Lowercasing makes it less likely that word at the beginning of a sentence (e.g. "Reconstituting and ...") are identified as named entities. 

Remove punctuation, except [. , '].

In [5]:
def lowercasing_punctuation(string):
    data = nltk.word_tokenize(string)  # tokenize string to words
    data = [ ch.lower() for ch in data
             if ch.isalpha()
             or ch in [".", ","]
           ]
    data = " ".join(data) # convert back to string
    return data

df.text = df.text.loc[:].apply(lowercasing_punctuation)

<h3> Anonymize named entitiies </h3>

For anonymity, remove the following and replace with their named entity type.

- PERSON (Names of people)
- ORG (Organisations) 
- GPE (Geopolitical entity)
- LOC (Location)
- DATE (Time of date)

DATE is included above, as terms such as '5th of February', or 'last week' often occur in sentences with a time seed word.
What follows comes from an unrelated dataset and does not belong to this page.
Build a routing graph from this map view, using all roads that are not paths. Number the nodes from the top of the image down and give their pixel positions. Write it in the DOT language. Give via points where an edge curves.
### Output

They tend not to focus on issues of time duration perception. To make it easier to identify these sentences and exclude them from BERTopic analyses, they are replaced with the placeholder 'DATE'.



In [None]:
remove_list=[]

nlp = spacy.load('en_core_web_lg')

for i, text in enumerate(df.text):
    doc = nlp(text)
    # Replace named entities with their entity type
    new_tokens = []
    for token in doc:
        if token.ent_type_ in ["PERSON", "ORG", "GPE", "LOC", "DATE"] and token.text != "time":
            remove_list.append(token.text)
            new_tokens.append(token.ent_type_)
        else:
            new_tokens.append(token.text)
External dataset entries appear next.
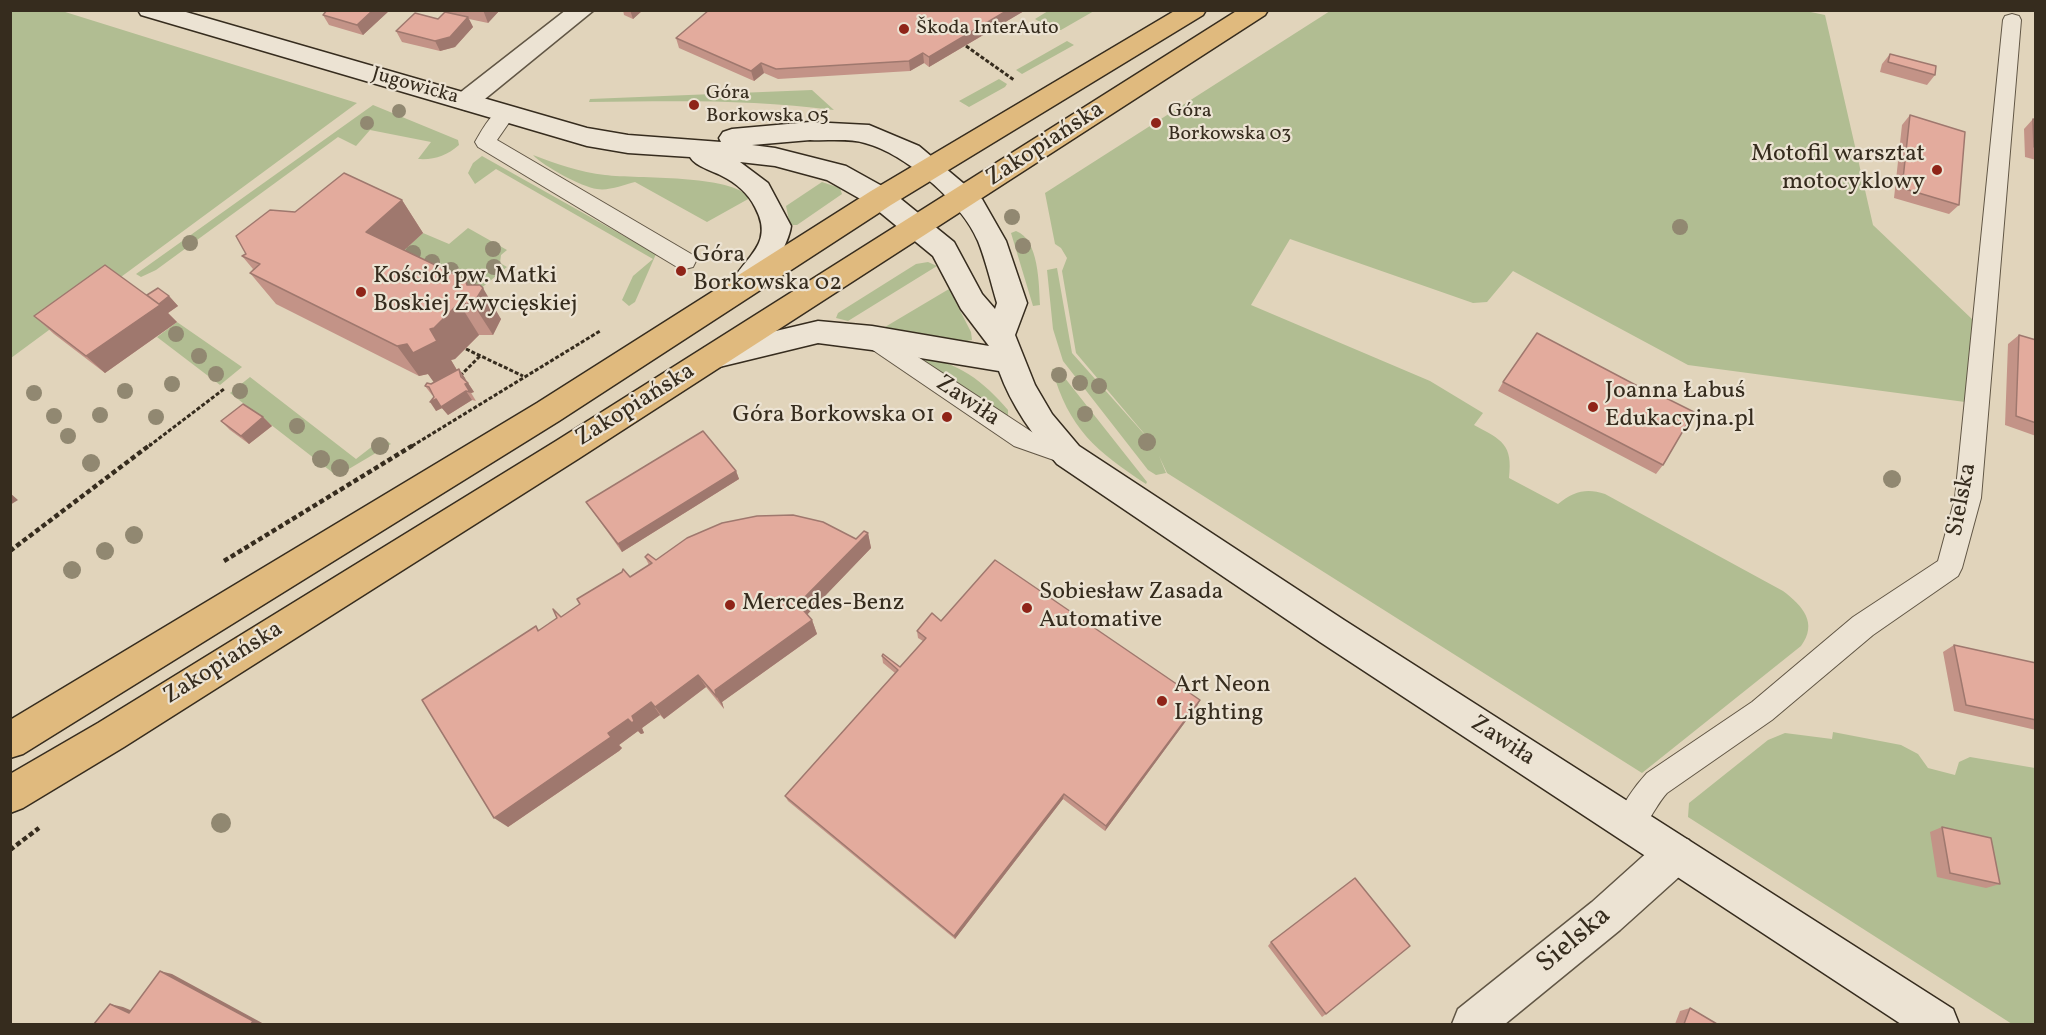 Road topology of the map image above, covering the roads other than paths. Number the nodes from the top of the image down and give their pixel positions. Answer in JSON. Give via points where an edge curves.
{"nodes":[{"id":1,"x":150,"y":10,"type":"edge"},
{"id":2,"x":582,"y":10,"type":"edge"},
{"id":3,"x":1194,"y":10,"type":"edge"},
{"id":4,"x":1256,"y":10,"type":"edge"},
{"id":5,"x":2012,"y":20,"type":"dead end"},
{"id":6,"x":466,"y":101,"type":"junction"},
{"id":7,"x":505,"y":114,"type":"junction"},
{"id":8,"x":683,"y":147,"type":"junction"},
{"id":9,"x":929,"y":168,"type":"junction"},
{"id":10,"x":880,"y":198,"type":"junction"},
{"id":11,"x":963,"y":198,"type":"junction"},
{"id":12,"x":918,"y":226,"type":"junction"},
{"id":13,"x":686,"y":261,"type":"dead end"},
{"id":14,"x":744,"y":285,"type":"junction"},
{"id":15,"x":872,"y":338,"type":"junction"},
{"id":16,"x":1005,"y":348,"type":"junction"},
{"id":17,"x":715,"y":356,"type":"junction"},
{"id":18,"x":1068,"y":455,"type":"junction"},
{"id":19,"x":10,"y":741,"type":"edge"},
{"id":20,"x":10,"y":795,"type":"edge"},
{"id":21,"x":1629,"y":824,"type":"junction"},
{"id":22,"x":1675,"y":854,"type":"junction"},
{"id":23,"x":1473,"y":1024,"type":"edge"},
{"id":24,"x":1938,"y":1024,"type":"edge"}],
"edges":[{"from":1,"to":6,"type":"street","name":"Jugowicka"},
{"from":2,"to":6,"type":"street"},
{"from":3,"to":9,"type":"main road","name":"Zakopiańska"},
{"from":4,"to":11,"type":"main road","name":"Zakopiańska"},
{"from":5,"to":21,"type":"lane","name":"Sielska","via":[[1968,498],[1949,568],[1863,626],[1762,711],[1657,783]]},
{"from":6,"to":7,"type":"street","name":"Jugowicka"},
{"from":7,"to":8,"type":"street","name":"Jugowicka","via":[[587,137]]},
{"from":7,"to":13,"type":"lane","via":[[485,142]]},
{"from":8,"to":9,"type":"street","name":"Jugowicka","via":[[746,136],[810,131],[869,134],[910,153]]},
{"from":8,"to":10,"type":"street","name":"Jugowicka","via":[[795,161],[836,173]]},
{"from":8,"to":14,"type":"street","name":"Jugowicka","via":[[746,176],[767,203],[777,225],[764,259]]},
{"from":9,"to":10,"type":"main road","name":"Zakopiańska"},
{"from":9,"to":11,"type":"street","name":"Jugowicka"},
{"from":10,"to":12,"type":"street","name":"Zawiła"},
{"from":10,"to":14,"type":"main road","name":"Zakopiańska"},
{"from":11,"to":12,"type":"main road","name":"Zakopiańska"},
{"from":11,"to":16,"type":"street","via":[[972,206],[992,242],[1012,303]]},
{"from":12,"to":16,"type":"street","name":"Zawiła","via":[[944,249],[971,301]]},
{"from":12,"to":17,"type":"main road","name":"Zakopiańska"},
{"from":14,"to":19,"type":"main road","name":"Zakopiańska","via":[[548,412]]},
{"from":15,"to":16,"type":"street","name":"Zawiła"},
{"from":15,"to":17,"type":"street","name":"Zawiła","via":[[818,332]]},
{"from":15,"to":18,"type":"lane","name":"Zawiła","via":[[1023,439]]},
{"from":16,"to":18,"type":"street","name":"Zawiła","via":[[1021,389],[1041,423]]},
{"from":17,"to":20,"type":"main road","name":"Zakopiańska"},
{"from":18,"to":21,"type":"street","name":"Zawiła"},
{"from":21,"to":22,"type":"street","name":"Zawiła"},
{"from":22,"to":23,"type":"street","name":"Sielska","via":[[1606,916]]},
{"from":22,"to":24,"type":"street","name":"Zawiła"}]}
    # Join the new tokens into a single string
    df.loc[i, "text"] = " ".join(new_tokens)

<h3> Remove specific 2-3 word phrases containg time words </h3>

Replace phrases such as 'first time', 'point in time', or 'long story' with 'PLACEHOLDER', as these phrases are describing points in time or idioms unrelated to time perception. 

<br>

**Note**: Whether to include sentinment-based idioms of time phrases could be debated ('best time', 'wonderful time').

In [27]:
#remove 3-word phraes (e.g. "all in time")
two_word_prefix = ['all in', 'all the', 'around about', 'around such', 'around the', 'at a', 'at about', 'at any', 'at such', 'at the', 'by the', 'for a', 'for any', 'for such', 'for the', 'in a long', 'it was', 'one more', 'pass the', 'point in', 'the only', 'time to', 'until any', 'until the', 'was a', 'was about', 'was in', 'was the', 'waste of', 'when in']
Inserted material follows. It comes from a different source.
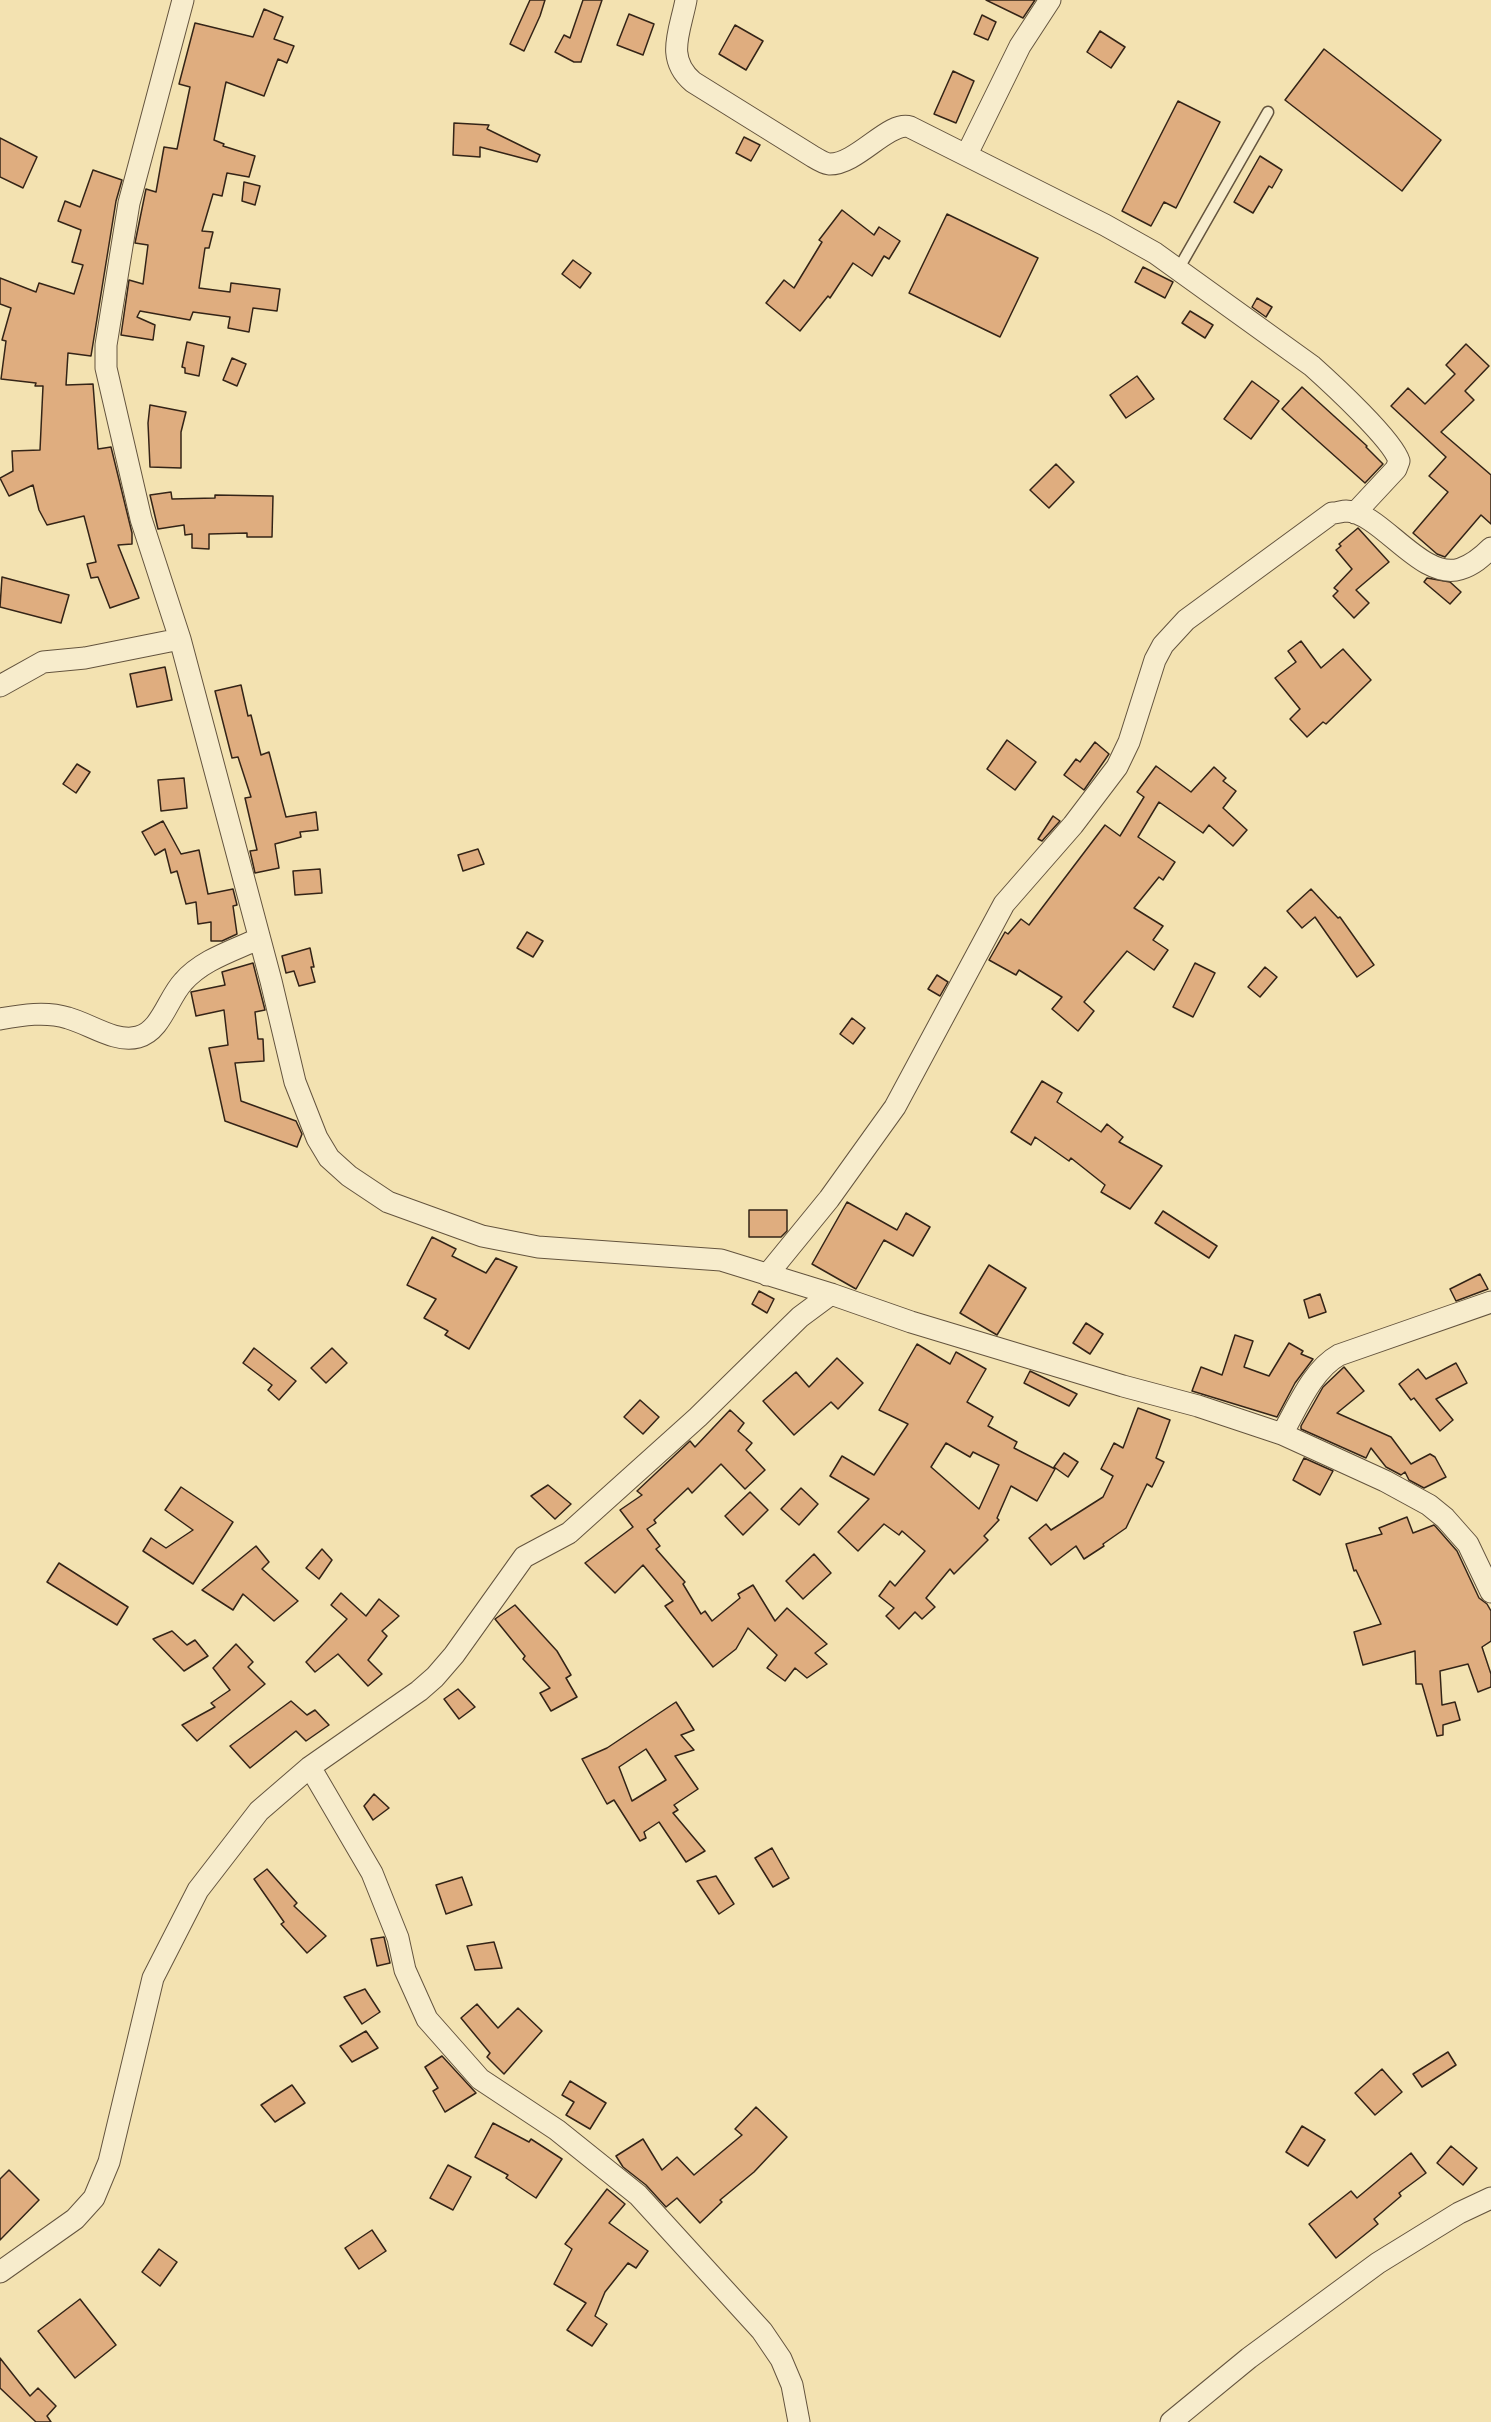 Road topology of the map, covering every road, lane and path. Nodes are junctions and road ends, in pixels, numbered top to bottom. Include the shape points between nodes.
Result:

def three_word_phrases(string):
    for expr in two_word_prefix: 
        regex = r"\b({})\s+time\b".format(expr)
        string = re.sub(regex, r"PLACEHOLDER PLACEHOLDER PLACEHOLDER", string)
    return string
    
df.text = df.text.loc[:].apply(three_word_phrases)


    

#for 2-word phrases with various seed words, it's easier to tokenize the data first
def tokenize_words(string):
    data = nltk.word_tokenize(string)  # tokenize string to words
    return data

df.text = df.text.loc[:].apply(tokenize_words)


#remove 2-word phrases 

#e.g. "first time"
preword_dict = {"time":  ["first", "second", "third", "fourth", "fifth", "sixth", "seventh", "eigth", "nineth", "tenth", "whole", "this", "every", "each", "that", "next", "one", "good", 'bad', "same", "last", "hard", "great", "entire", "some", "current", "single", "my", "winter", "summer", "spring", "dinner", "wonderful", "night", 'right', 'have', 'had', "best", 'awful', 'worst', "free", "quality", 'another', 'popular'],
                "short": ["in", "stopped", 'running'],
                'long':  ["not"],
                'rate':  ["to", "I", "would", "any"],
                'length':["in"],
                }
#e.g. "short story"
postword_dict = {
                "time" : [],
                "short": ["story", "sentences", 'phrase', 'version', 'versions'],
                'long':  ["story", "pants", "after", "gone", "before", 'walk', 'walks', 'hair'],
                'rate':  [],
                'length':  ["in"]
                }

#replace with "PLACEHOLDER"
for key in preword_dict:
    for text in df.text[:]:
        for i, word in enumerate(text[:-3]):
            if key == word and text[i-1] in preword_dict[key]:
                text[i] = "PLACEHOLDER"
                text[i-1] = "PLACEHOLDER"
            elif key == word and text[i+1] in postword_dict[key]:
                text[i] = "PLACEHOLDER"
                text[i+1] = "PLACEHOLDER"


In [29]:
#save
df.to_pickle("processed_data_2.pkl")